TASK TO COMPLETE: Which lines below hold the word "Corrientes"? Report each one.
──────────
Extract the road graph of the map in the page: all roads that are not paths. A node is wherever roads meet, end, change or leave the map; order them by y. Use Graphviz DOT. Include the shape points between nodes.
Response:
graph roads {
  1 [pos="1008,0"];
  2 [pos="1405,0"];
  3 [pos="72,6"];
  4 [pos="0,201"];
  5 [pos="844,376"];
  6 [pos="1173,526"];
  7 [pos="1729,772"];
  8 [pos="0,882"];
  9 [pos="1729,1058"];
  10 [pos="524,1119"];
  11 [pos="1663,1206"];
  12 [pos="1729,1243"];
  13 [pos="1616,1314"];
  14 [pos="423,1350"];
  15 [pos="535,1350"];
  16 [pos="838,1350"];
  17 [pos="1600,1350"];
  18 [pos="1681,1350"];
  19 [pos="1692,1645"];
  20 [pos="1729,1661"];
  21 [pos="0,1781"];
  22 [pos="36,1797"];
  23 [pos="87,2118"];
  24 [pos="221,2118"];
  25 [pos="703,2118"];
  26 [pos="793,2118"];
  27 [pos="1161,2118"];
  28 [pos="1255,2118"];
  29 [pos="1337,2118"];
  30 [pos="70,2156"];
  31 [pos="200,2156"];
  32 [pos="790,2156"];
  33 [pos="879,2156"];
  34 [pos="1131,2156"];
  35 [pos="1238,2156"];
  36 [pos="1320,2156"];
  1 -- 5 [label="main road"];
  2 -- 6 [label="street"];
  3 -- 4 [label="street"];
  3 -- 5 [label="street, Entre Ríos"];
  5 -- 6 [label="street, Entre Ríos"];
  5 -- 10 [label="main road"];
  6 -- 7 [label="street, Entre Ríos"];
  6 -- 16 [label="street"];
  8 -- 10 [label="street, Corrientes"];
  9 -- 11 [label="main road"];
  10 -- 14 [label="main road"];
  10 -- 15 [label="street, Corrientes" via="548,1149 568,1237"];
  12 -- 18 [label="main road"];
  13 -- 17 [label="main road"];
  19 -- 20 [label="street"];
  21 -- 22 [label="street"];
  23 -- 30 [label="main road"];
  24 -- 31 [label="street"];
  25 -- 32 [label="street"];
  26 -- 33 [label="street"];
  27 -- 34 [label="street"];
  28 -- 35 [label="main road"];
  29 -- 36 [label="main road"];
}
──────────
COMPLETED EXERCISE:
  8 -- 10 [label="street, Corrientes"];
  10 -- 15 [label="street, Corrientes" via="548,1149 568,1237"];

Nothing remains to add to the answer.